_WHAT THE EXERCISE ASKS_: Look for the word "Achille" in the entries and copy every line where it shows up.

(Saved data entries)
-- Opening Marker --
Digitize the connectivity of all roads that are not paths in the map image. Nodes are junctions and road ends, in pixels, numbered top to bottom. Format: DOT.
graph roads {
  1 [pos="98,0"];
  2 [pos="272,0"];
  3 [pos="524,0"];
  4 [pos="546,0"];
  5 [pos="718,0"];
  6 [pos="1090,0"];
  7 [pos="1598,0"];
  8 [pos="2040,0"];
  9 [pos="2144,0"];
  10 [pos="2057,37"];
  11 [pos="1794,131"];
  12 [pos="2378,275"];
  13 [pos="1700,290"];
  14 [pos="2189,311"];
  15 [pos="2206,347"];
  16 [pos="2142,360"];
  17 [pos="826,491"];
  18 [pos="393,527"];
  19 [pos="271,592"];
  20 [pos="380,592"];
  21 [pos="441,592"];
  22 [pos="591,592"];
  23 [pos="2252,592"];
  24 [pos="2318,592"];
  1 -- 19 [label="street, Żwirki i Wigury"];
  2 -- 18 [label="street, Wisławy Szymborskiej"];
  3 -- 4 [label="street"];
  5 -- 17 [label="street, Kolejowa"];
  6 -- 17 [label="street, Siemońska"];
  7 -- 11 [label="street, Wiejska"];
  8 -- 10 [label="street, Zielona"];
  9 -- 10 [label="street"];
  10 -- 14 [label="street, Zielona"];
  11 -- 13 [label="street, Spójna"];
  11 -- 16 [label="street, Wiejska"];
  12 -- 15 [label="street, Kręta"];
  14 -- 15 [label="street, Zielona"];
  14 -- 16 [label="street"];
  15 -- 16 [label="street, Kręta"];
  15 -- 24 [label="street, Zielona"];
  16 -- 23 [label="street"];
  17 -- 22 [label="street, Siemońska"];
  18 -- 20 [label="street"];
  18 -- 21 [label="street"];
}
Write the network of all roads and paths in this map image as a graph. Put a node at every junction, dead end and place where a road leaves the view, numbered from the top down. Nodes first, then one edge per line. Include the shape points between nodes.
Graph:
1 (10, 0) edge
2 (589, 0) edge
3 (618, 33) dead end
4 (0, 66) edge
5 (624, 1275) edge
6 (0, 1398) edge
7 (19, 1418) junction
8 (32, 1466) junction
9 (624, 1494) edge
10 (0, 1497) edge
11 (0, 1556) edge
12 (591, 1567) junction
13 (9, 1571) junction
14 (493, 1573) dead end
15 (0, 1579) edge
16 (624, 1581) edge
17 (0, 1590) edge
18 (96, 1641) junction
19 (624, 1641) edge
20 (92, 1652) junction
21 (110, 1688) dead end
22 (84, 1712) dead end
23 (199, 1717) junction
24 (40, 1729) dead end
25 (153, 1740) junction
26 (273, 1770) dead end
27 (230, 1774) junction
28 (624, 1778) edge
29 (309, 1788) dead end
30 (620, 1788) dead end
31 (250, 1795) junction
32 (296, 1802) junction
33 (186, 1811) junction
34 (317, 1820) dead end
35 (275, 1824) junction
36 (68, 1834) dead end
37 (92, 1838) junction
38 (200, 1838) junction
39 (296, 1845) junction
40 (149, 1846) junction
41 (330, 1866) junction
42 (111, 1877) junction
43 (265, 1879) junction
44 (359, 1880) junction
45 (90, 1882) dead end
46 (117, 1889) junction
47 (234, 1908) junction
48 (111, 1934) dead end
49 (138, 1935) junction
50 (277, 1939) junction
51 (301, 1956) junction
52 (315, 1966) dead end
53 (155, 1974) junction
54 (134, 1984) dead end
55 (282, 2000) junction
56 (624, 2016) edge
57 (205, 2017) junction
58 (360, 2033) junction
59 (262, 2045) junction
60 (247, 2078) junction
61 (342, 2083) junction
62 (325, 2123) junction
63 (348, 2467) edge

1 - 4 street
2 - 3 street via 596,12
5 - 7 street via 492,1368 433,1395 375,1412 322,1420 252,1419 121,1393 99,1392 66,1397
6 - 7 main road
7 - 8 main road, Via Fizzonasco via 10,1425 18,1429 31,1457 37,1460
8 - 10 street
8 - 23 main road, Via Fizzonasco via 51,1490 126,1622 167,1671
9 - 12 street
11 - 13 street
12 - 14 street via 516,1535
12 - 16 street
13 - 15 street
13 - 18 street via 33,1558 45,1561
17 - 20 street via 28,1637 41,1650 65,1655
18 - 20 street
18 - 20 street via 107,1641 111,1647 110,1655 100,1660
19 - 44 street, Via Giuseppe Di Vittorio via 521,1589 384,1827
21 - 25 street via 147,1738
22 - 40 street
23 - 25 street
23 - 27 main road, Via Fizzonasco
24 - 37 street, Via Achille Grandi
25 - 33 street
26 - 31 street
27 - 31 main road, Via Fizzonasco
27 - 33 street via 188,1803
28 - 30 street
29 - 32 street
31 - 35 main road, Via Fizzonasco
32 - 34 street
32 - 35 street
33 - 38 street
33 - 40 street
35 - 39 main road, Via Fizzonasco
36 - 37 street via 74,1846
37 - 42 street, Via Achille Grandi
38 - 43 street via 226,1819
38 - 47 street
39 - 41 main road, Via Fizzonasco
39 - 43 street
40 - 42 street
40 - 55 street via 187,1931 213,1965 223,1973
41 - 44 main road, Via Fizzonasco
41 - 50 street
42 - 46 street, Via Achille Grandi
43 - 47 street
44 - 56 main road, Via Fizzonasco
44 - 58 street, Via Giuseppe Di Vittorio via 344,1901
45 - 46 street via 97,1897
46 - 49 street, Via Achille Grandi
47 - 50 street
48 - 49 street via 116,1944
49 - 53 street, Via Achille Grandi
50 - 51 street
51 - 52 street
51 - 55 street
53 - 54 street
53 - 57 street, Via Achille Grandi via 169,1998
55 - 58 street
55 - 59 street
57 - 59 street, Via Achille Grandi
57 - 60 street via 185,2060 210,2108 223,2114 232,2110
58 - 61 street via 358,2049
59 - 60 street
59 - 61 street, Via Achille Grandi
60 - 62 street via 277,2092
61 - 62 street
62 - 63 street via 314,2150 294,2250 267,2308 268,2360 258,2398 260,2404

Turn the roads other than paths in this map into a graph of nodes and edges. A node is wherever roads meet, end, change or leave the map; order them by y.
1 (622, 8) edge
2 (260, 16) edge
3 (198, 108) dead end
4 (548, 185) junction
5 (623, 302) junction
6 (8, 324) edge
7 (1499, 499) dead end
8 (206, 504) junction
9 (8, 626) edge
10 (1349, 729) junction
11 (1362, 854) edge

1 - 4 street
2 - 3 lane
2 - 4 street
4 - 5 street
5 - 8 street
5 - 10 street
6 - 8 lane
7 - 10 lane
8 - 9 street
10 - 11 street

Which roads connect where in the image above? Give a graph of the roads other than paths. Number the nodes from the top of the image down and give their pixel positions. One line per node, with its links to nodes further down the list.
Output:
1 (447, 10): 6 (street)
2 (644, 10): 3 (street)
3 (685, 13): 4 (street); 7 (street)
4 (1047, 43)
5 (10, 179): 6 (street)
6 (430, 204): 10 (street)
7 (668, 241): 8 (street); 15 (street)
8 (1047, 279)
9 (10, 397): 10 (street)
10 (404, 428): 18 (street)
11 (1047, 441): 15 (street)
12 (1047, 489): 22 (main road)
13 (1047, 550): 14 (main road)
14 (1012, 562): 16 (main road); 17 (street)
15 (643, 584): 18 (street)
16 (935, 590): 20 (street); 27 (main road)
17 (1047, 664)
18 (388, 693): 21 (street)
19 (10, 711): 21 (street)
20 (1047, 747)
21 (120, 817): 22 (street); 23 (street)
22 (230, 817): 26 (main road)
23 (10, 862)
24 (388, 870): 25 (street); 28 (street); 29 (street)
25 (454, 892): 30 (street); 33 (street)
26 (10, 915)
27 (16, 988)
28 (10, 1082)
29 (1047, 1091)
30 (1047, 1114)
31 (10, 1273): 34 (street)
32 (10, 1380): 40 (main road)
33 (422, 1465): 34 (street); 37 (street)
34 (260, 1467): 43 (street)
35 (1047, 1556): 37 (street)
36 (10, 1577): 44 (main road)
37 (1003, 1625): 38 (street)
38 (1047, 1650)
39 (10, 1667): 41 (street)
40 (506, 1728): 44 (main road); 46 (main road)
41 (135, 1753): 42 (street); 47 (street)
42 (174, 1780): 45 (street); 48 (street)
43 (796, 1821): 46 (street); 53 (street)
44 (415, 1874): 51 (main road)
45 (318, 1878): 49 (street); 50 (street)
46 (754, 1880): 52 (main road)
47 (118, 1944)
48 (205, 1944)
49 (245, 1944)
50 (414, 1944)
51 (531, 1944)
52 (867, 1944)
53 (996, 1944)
-- Closing Marker --
_REPLY TO THE TASK_:
24 - 37 street, Via Achille Grandi
37 - 42 street, Via Achille Grandi
42 - 46 street, Via Achille Grandi
46 - 49 street, Via Achille Grandi
49 - 53 street, Via Achille Grandi
53 - 57 street, Via Achille Grandi via 169,1998
57 - 59 street, Via Achille Grandi
59 - 61 street, Via Achille Grandi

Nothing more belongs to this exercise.